Dean Sigler Electric Powerplants, Sustainable Aviation, Uncategorized Leave a Comment

 Sikorsky Innovations, the technology development arm of Sikorsky Aircraft, revealed last week at the Farnborough International Air show and this week at AirVenture 2010, the Firefly™ Technology Demonstration Aircraft, the first all-electric helicopter.

Based on an S-300C, the electrified version replaces the original Lycoming drive train with a U.S. Hybrid power package consisting of a 200 horsepower electric motor, motor controller, and 1,100-pound lithium- battery from Gaia.  To monitor operations and “the health” of the craft, Sikorsky has installed an LCD display in the modified center console.

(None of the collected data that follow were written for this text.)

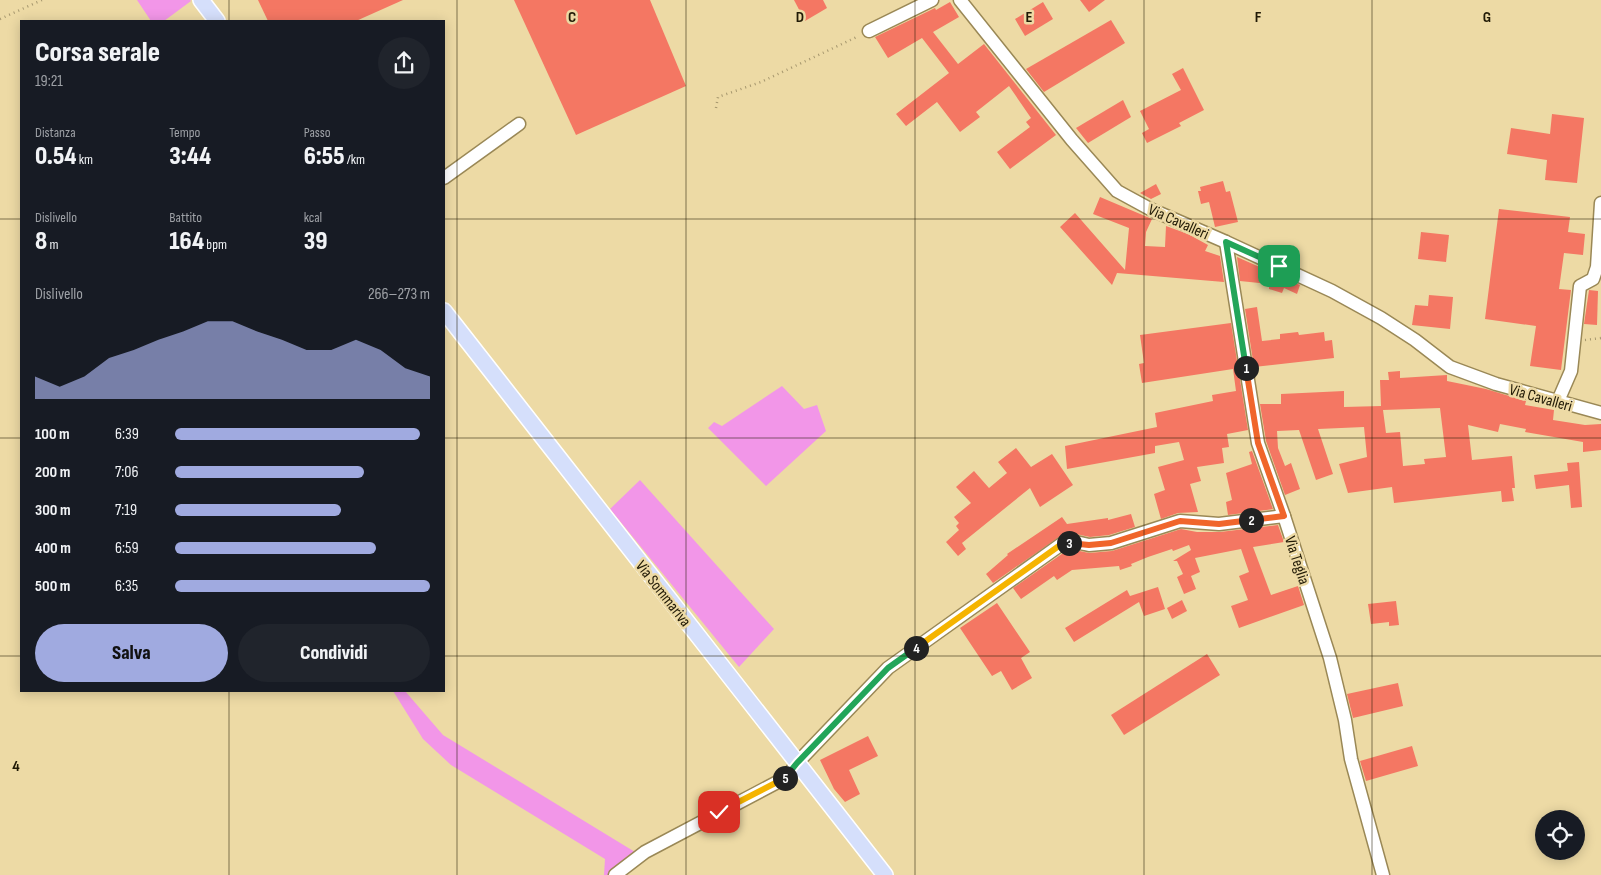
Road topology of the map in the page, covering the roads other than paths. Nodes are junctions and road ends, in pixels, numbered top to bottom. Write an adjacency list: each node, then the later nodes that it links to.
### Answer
1 (200, 0): 4 (main road)
2 (932, 0): 5 (street)
3 (960, 0): 9 (street, Via Cavalleri)
4 (216, 20)
5 (869, 31)
6 (519, 124): 7 (street)
7 (445, 177)
8 (1601, 203): 11 (street)
9 (1226, 242): 11 (street, Via Cavalleri); 13 (street, Via Teglia)
10 (445, 312): 14 (main road, Via Sommariva)
11 (1558, 401): 12 (street, Via Cavalleri)
12 (1601, 413)
13 (1284, 516): 14 (street); 17 (street, Via Teglia)
14 (797, 763): 15 (street); 16 (main road, Via Sommariva)
15 (615, 875)
16 (885, 875)
17 (1383, 875)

One benefit of electrified helicopters would be the discarding of the traditional complex series of mechanical links between the main rotor power takeoff and the tail rotor.  The tail rotor on Firefly can be powered by small electric motor linked to the main rotor’s speed output signal.

The battery pack’s high weight will allow only 15 minutes of flight at first.

“Our objectives with Project Firefly are to provide a proof of principle concept to validate the benefits of an electrically powered rotorcraft; to develop the technologies to enable the manned flight of that technology, and to drive future development of improved, state-of-the-art ‘green’ technologies and practices,” said Chris Van Buiten, Director of Sikorsky Innovations.

 Noting the depletion of world fuel reserves and “spiraling fuel costs,” Mark Miller, Vice President, Sikorsky Research & Engineering, noted, “Many of the most significant advancements in aviation have been enabled by transformations in propulsion technology. It is exciting to be at the forefront of the exploration of electric propulsion technology for rotorcraft.

 Miller added, “Through the electrical conversion, propulsion efficiency of the aircraft has been increased roughly 300 percent from baseline. Electric propulsion also inherently simplifies the complexity of the propulsion system by reducing the quantity of moving parts, increasing reliability while reducing direct operating costs.

“With current energy storage technology, payload and endurance will fall short of typical helicopter performance. These values will grow as rapidly maturing technology is integrated on the demonstrator.”